_EXTRACTED DATA_
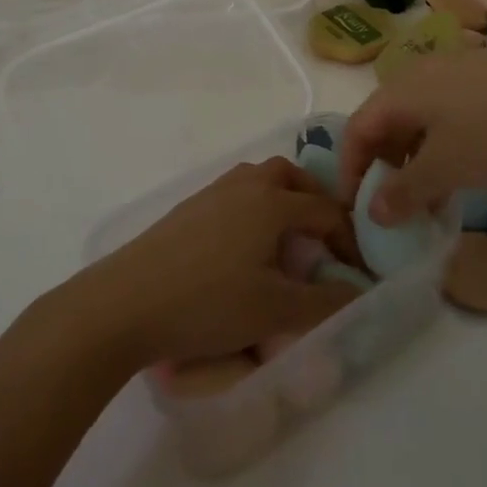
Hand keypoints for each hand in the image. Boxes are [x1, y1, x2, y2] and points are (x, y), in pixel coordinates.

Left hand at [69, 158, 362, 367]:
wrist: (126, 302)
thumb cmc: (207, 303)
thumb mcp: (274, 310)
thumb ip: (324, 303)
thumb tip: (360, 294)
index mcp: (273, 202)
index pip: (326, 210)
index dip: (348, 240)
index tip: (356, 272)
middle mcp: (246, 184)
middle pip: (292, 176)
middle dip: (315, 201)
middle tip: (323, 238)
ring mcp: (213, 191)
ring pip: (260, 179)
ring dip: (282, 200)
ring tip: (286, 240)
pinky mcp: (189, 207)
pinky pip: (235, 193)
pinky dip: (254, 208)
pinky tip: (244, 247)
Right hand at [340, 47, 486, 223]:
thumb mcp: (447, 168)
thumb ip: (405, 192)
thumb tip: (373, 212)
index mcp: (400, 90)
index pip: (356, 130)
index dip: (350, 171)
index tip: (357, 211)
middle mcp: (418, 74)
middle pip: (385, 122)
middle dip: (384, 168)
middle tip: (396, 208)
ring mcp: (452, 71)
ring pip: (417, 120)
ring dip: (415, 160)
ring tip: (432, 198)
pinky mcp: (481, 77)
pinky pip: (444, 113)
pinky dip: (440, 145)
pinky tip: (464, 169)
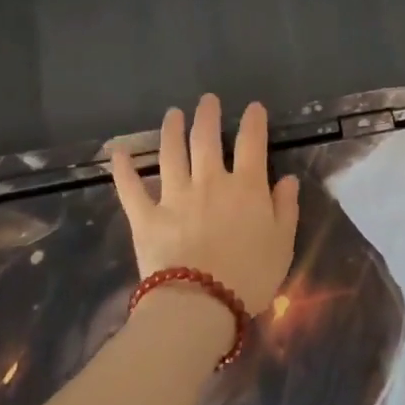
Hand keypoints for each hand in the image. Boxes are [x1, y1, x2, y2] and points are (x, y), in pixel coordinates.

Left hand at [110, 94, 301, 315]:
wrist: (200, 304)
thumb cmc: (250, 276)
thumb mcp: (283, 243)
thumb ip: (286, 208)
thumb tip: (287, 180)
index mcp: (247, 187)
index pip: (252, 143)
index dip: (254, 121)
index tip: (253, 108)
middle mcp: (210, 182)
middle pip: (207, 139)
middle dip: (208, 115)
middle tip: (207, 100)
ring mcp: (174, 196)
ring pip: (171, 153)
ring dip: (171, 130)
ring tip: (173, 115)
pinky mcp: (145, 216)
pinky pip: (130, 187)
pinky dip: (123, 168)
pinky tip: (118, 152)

_TASK DESCRIPTION_
Of the entries above, repeat exactly the lines from the line with "middle pip: (292, 176)" through the line with "index pip: (356, 130)", both of them included.

_RESPONSE TO THIS EXERCISE_
middle pip: (292, 176)
middle dip: (315, 201)
middle tip: (323, 238)
ring mcp: (213, 191)
ring pip: (260, 179)
ring dip: (282, 200)
ring tip: (286, 240)
pinky mcp: (189, 207)
pinky pip: (235, 193)
pinky dip: (254, 208)
pinky tip: (244, 247)
Right hand at [340, 47, 486, 223]:
thumb mcp: (447, 168)
thumb ip: (405, 192)
thumb tip: (373, 212)
index mcp: (400, 90)
index pip: (356, 130)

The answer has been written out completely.